- **Supplied material**
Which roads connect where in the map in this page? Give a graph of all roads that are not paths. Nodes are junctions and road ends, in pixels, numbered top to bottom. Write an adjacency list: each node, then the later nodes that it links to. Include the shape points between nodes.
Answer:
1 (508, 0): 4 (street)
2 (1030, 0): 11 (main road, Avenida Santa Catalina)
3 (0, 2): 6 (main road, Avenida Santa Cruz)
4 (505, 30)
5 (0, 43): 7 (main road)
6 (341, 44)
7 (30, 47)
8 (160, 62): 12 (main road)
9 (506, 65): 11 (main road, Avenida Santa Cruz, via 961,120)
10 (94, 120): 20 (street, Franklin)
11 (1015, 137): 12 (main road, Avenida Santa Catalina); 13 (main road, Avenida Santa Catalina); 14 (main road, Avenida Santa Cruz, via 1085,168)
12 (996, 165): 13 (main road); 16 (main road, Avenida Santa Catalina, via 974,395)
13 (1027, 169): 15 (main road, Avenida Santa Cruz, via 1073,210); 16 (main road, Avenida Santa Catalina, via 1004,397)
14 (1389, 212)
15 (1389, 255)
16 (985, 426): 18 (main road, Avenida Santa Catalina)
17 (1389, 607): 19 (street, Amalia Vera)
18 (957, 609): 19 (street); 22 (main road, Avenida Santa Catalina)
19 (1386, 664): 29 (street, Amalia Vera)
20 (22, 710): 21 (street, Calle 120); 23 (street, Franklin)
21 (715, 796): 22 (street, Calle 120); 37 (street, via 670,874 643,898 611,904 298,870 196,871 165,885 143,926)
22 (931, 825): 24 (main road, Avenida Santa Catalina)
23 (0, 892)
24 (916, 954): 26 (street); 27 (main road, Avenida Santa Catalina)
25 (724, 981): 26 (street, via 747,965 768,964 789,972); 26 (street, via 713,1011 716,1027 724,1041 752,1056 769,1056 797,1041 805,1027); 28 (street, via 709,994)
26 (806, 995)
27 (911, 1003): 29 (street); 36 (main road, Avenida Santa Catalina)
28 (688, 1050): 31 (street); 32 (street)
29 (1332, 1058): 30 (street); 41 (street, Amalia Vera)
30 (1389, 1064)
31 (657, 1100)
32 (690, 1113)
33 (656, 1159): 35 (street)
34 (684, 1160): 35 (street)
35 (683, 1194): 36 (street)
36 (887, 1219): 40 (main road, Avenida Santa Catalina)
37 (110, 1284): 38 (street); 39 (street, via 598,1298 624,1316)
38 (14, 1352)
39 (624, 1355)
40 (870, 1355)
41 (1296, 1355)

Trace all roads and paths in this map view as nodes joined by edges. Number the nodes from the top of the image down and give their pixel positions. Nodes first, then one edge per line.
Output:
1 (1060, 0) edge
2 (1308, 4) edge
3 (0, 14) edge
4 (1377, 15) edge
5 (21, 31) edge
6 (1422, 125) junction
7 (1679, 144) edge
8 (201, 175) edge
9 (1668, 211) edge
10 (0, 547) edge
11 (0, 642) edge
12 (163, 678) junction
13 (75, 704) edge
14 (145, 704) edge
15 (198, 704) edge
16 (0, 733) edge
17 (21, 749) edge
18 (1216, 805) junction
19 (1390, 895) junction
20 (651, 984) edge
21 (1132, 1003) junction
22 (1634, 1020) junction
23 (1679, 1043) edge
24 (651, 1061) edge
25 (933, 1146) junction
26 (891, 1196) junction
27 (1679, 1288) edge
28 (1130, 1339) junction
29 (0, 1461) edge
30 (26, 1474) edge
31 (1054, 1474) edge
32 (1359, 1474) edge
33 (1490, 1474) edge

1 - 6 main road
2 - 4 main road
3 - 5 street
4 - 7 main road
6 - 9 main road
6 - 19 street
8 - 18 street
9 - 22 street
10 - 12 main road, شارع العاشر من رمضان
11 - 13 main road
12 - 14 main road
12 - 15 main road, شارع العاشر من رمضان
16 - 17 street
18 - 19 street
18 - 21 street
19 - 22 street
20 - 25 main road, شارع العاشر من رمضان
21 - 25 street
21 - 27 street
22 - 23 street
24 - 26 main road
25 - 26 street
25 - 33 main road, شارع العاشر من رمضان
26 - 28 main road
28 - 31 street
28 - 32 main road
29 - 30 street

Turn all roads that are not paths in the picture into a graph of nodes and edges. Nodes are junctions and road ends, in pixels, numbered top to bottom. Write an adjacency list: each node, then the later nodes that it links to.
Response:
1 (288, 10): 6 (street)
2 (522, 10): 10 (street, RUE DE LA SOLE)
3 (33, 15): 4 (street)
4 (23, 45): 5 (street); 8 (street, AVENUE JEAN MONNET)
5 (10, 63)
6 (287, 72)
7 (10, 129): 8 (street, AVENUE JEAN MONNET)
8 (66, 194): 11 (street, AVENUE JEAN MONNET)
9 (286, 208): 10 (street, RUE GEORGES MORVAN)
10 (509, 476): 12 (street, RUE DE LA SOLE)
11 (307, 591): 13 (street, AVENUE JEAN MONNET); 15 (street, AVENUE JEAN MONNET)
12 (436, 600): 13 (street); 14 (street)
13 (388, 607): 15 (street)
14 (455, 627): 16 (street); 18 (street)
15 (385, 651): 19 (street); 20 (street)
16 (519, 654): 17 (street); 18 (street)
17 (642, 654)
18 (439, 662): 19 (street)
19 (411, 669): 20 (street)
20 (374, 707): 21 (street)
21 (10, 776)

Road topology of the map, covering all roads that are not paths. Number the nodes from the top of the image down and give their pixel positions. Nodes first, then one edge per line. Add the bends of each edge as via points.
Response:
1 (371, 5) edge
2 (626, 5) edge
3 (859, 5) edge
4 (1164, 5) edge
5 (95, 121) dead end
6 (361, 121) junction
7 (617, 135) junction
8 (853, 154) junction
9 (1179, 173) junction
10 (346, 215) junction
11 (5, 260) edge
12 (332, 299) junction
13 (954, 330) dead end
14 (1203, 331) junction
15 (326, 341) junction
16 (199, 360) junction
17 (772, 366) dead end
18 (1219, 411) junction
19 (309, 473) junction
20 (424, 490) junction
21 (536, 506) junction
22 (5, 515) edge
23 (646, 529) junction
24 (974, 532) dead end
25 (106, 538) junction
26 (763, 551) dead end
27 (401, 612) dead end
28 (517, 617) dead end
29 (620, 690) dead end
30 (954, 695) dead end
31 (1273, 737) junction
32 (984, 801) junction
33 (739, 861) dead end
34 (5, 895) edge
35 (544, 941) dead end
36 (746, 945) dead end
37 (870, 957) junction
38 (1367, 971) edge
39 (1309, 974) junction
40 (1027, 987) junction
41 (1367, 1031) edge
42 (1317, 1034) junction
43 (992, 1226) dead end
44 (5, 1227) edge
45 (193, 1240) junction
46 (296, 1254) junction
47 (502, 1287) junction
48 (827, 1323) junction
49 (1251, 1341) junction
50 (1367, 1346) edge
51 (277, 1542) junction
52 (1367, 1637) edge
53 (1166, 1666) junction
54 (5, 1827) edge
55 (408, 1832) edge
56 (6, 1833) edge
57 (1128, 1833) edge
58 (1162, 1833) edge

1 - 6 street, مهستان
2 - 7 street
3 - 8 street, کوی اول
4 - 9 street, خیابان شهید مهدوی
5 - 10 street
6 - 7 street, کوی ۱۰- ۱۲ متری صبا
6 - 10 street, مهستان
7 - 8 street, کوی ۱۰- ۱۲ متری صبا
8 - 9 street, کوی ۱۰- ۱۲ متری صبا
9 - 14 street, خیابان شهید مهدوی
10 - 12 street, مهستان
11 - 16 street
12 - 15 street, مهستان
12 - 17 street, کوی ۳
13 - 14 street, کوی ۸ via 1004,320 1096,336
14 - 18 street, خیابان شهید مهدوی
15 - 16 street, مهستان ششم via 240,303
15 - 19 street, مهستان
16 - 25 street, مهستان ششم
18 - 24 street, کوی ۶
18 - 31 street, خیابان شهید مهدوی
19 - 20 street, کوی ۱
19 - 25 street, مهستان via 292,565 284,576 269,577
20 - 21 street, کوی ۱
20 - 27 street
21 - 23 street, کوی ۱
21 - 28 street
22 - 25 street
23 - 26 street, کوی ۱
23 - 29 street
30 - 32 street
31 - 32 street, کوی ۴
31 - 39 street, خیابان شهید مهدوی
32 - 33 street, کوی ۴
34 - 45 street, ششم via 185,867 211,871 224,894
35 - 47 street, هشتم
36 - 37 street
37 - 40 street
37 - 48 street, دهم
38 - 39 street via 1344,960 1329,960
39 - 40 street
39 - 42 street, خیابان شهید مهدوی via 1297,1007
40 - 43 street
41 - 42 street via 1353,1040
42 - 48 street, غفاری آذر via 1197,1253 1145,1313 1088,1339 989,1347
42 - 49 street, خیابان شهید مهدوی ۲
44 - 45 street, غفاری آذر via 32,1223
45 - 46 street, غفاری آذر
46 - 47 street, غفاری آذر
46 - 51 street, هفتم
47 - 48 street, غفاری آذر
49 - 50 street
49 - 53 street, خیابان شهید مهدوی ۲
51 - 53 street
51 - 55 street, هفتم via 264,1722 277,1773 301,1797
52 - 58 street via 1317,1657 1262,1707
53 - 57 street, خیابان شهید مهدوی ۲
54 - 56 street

- **Task description**
Search the data above for the string "graph" and return every line that has it.

- **Answer for the task**
Which roads connect where in the map in this page? Give a graph of all roads that are not paths. Nodes are junctions and road ends, in pixels, numbered top to bottom. Write an adjacency list: each node, then the later nodes that it links to. Include the shape points between nodes.
Turn all roads that are not paths in the picture into a graph of nodes and edges. Nodes are junctions and road ends, in pixels, numbered top to bottom. Write an adjacency list: each node, then the later nodes that it links to.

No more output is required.